The Audit Committee is a statutory advisory body to the Board of Directors, which operates on a permanent basis, acting independently from the Company’s Executive Board, and is responsible, among other functions, for:

  • Evaluating and monitoring the Company’s risk exposures
  • Supervising the activities developed in the areas of internal control, internal and external auditing
  • Monitoring the quality and integrity of the internal control mechanisms, the financial statements and the information and measurements disclosed by the Company

 

Internal Audit

Internal Audit is subordinated to the Board of Directors and is responsible for assessing the adequacy of internal controls, the effectiveness of risk management and governance processes, and the reliability of financial statements.

 

Risk and Compliance Area

Technical area, segregated from the business functions, linked to the Company’s CEO, responsible for supervising and advising the processes related to risk management, internal controls and compliance, including those related to integrity and those associated with the prevention of corruption and fraud.

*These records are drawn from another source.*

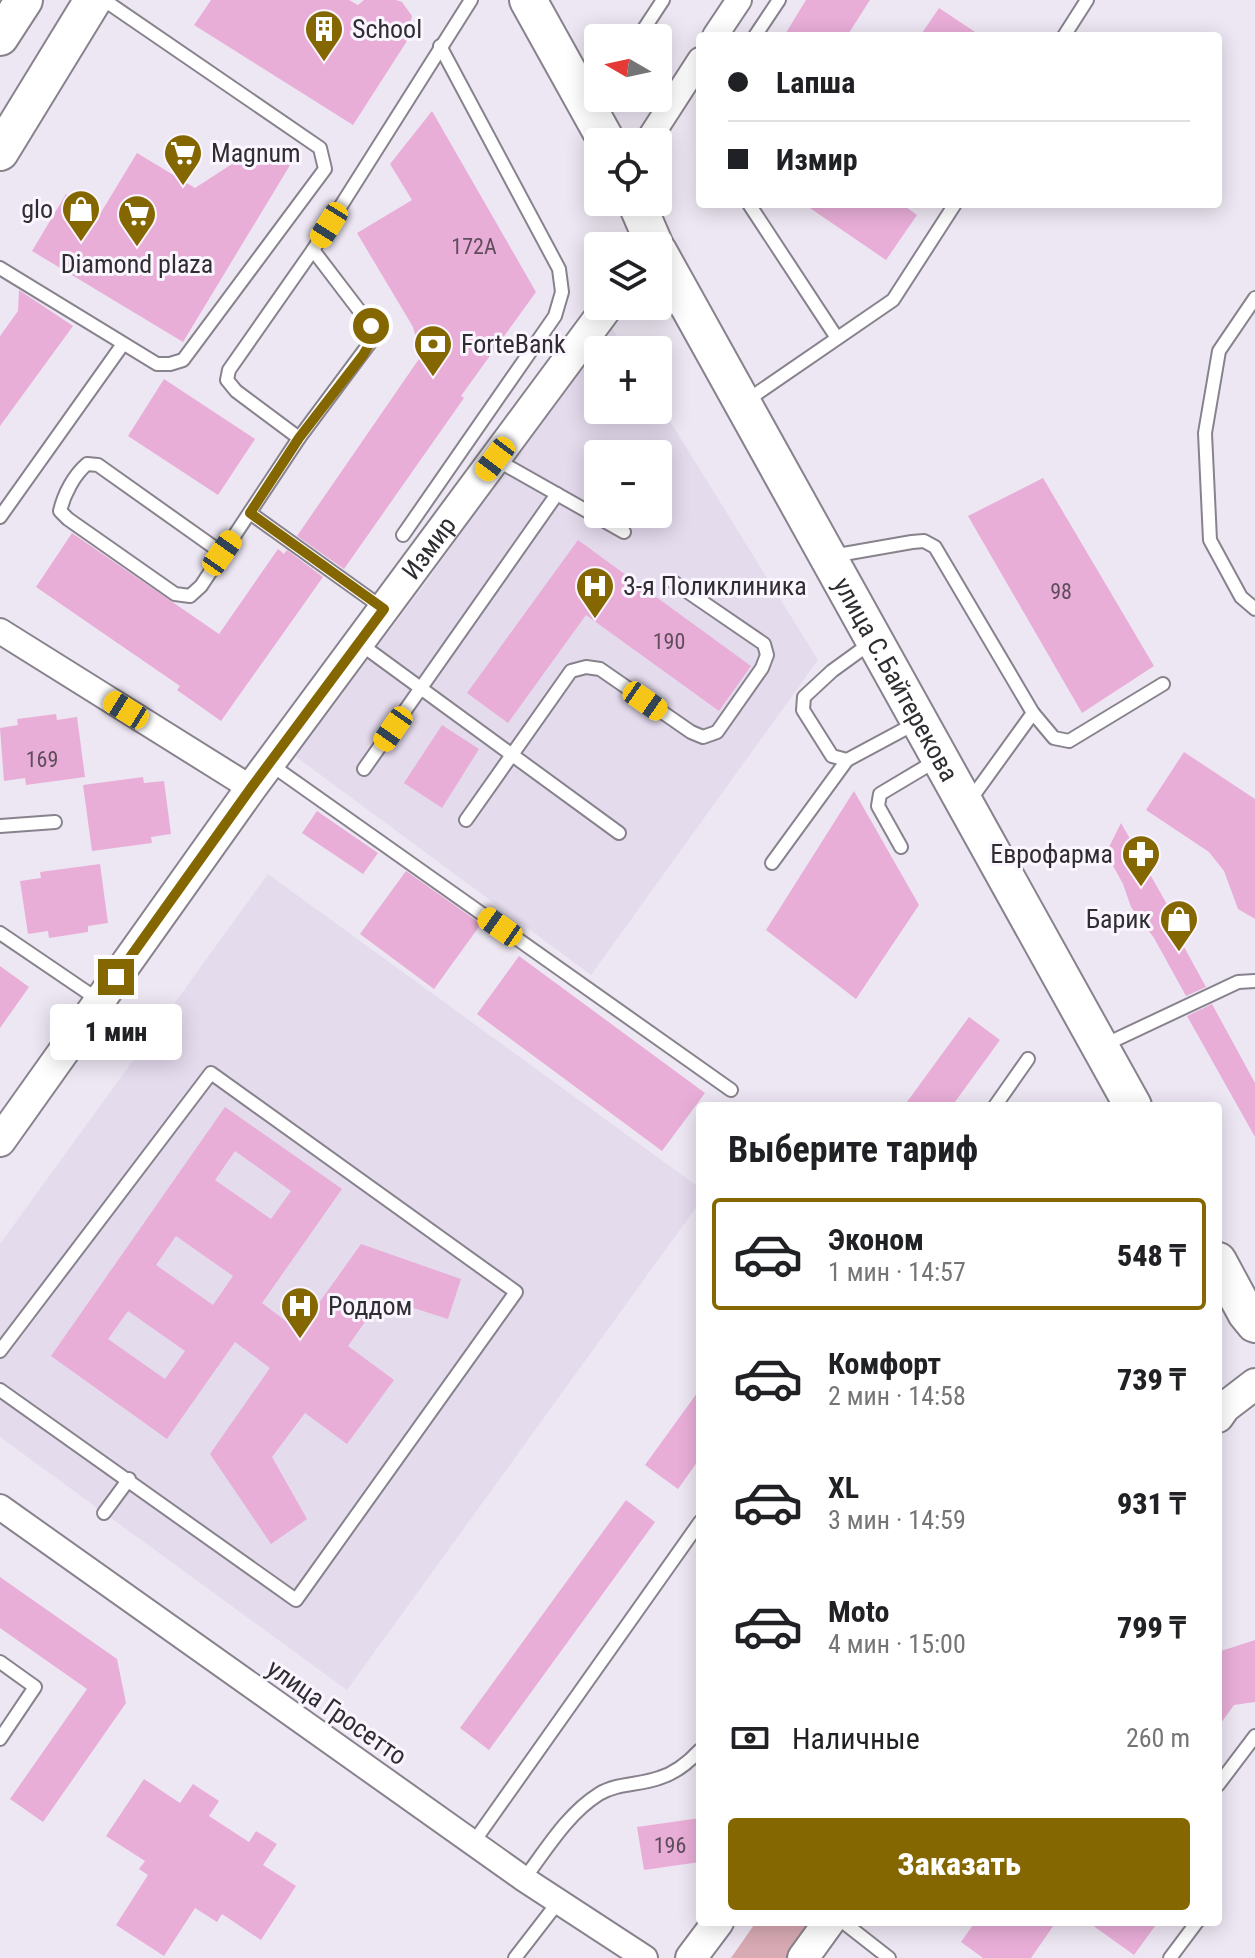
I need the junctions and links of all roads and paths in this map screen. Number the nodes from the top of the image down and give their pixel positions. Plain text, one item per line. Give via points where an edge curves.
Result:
1 (24, 0) edge
2 (93, 0) edge
3 (104, 0) edge
4 (471, 0) edge
5 (528, 0) edge
6 (739, 0) edge
7 (779, 0) edge
8 (1087, 0) edge
9 (661, 1) edge
10 (647, 24) edge
11 (718, 32) edge
12 (758, 32) edge
13 (1067, 32) edge
14 (0, 37) edge
15 (440, 46) junction
16 (696, 66) edge
17 (584, 88) edge
18 (656, 128) edge
19 (0, 152) edge
20 (752, 208) edge
21 (952, 208) edge
22 (313, 250) junction
23 (0, 268) edge
24 (672, 277) edge
25 (1255, 298) edge
26 (598, 320) edge
27 (837, 338) junction
28 (123, 344) junction
29 (744, 403) junction
30 (299, 438) junction
31 (495, 459) junction
32 (557, 494) junction
33 (250, 513) junction
34 (0, 517) edge
35 (624, 532) dead end
36 (403, 535) dead end
37 (222, 553) junction
38 (829, 557) junction
39 (672, 581) dead end
40 (384, 609) junction
41 (1255, 609) edge
42 (0, 631) edge
43 (874, 640) junction
44 (359, 643) junction
45 (1163, 684) dead end
46 (421, 688) junction
47 (1033, 713) junction
48 (919, 721) junction
49 (512, 754) junction
50 (940, 758) junction
51 (847, 760) junction
52 (364, 769) dead end
53 (260, 776) junction
54 (966, 806) junction
55 (466, 820) dead end
56 (55, 822) dead end
57 (0, 826) edge
58 (619, 833) dead end
59 (901, 847) dead end
60 (772, 863) dead end
61 (0, 933) edge
62 (1255, 981) edge
63 (100, 1001) junction
64 (1099, 1047) junction
65 (1028, 1059) dead end
66 (731, 1090) dead end
67 (998, 1102) edge
68 (1131, 1102) edge
69 (0, 1141) edge
70 (1222, 1272) edge
71 (1255, 1324) edge
72 (0, 1351) edge
73 (1255, 1384) edge
74 (0, 1390) edge
75 (1222, 1411) edge
76 (129, 1479) junction
77 (2, 1512) edge
78 (104, 1513) dead end
79 (696, 1528) edge
80 (0, 1662) edge
81 (1255, 1736) edge
82 (0, 1739) edge
83 (696, 1754) edge
84 (1222, 1780) edge
85 (473, 1843) junction
86 (524, 1879) junction
87 (559, 1901) junction
88 (715, 1926) edge
89 (826, 1926) edge
90 (848, 1926) edge
91 (1194, 1926) edge
92 (515, 1958) edge
93 (645, 1958) edge
94 (691, 1958) edge
95 (803, 1958) edge
96 (889, 1958) edge
97 (1170, 1958) edge

1 - 14 main road
2 - 19 main road
3 - 28 lane via 320,148 325,169 183,360 157,364
4 - 15 lane
5 - 17 main road
6 - 11 street
7 - 12 lane
8 - 13 lane
9 - 10 lane
15 - 22 lane
15 - 36 lane via 559,269 562,292 555,316
16 - 18 street
20 - 27 lane
21 - 27 lane via 893,300
22 - 30 lane via 371,326 372,340
22 - 30 lane via 227,380
23 - 28 lane
24 - 29 main road, улица С.Байтерекова
25 - 41 lane via 1219,351 1205,433 1210,540 1241,597
26 - 31 street, Измир
27 - 29 lane
28 - 34 lane
29 - 38 main road, улица С.Байтерекова
30 - 33 lane
31 - 32 lane
31 - 40 street, Измир
32 - 35 lane
32 - 46 lane
33 - 37 lane
33 - 40 lane
37 - 37 lane via 190,596 175,594 68,519 60,511 63,500 80,471 87,464 98,465
38 - 43 main road, улица С.Байтерекова
38 - 47 lane via 912,542 935,547
39 - 49 lane via 764,644 762,668 717,732 703,737 691,732 600,669 586,667 571,671
40 - 44 street, Измир
42 - 53 street
43 - 48 main road, улица С.Байтерекова
43 - 51 lane via 804,697 803,710 832,756
44 - 46 lane
44 - 53 street, Измир
45 - 47 lane via 1069,741 1054,738
46 - 49 lane
46 - 52 lane
47 - 54 lane
48 - 50 main road, улица С.Байтерекова
48 - 51 lane
49 - 55 lane
49 - 58 lane
50 - 54 main road, улица С.Байтерекова
50 - 59 lane via 880,794 878,806
51 - 60 lane
53 - 63 street, Измир
53 - 66 lane
54 - 64 main road, улица С.Байтерекова
56 - 57 lane
61 - 63 lane
62 - 64 lane via 1238,982
63 - 69 street, Измир
64 - 68 main road, улица С.Байтерекова
65 - 67 lane
70 - 71 main road
72 - 76 lane via 211,1073 516,1292 296,1600
73 - 75 street
74 - 76 lane
76 - 78 lane
77 - 85 street, улица Гросетто
79 - 85 lane
80 - 82 lane via 35,1687
81 - 84 lane
83 - 86 lane via 659,1779 601,1793 575,1812
85 - 86 street, улица Гросетто
86 - 87 street, улица Гросетто
87 - 92 lane
87 - 93 street, улица Гросетто
88 - 94 street
89 - 95 street
90 - 96 lane
91 - 97 lane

BB Seguridade’s exposure to relevant risks also arises from the operations of affiliated companies. Therefore, the Company has specific structures and processes to monitor and assess the adequacy and effectiveness of governance and risk management, internal controls and compliance carried out by the companies of the group.

To fulfill the mission of Providing tranquility for people, today & always, we never lose sight of the value of reliability – creating long-term value, incrementally and sustainably, through straightforward and efficient management.

This is why the Compliance and Integrity Program is so important. It consists of guidelines, processes and procedures, which enable the strengthening of the corporate governance, data security, cost reduction and building a trusted environment, with transparency and regulatory compliance, contributing to risk management.

In addition to protecting customers, employees and investors, an effective Compliance and Integrity Program also protects the society.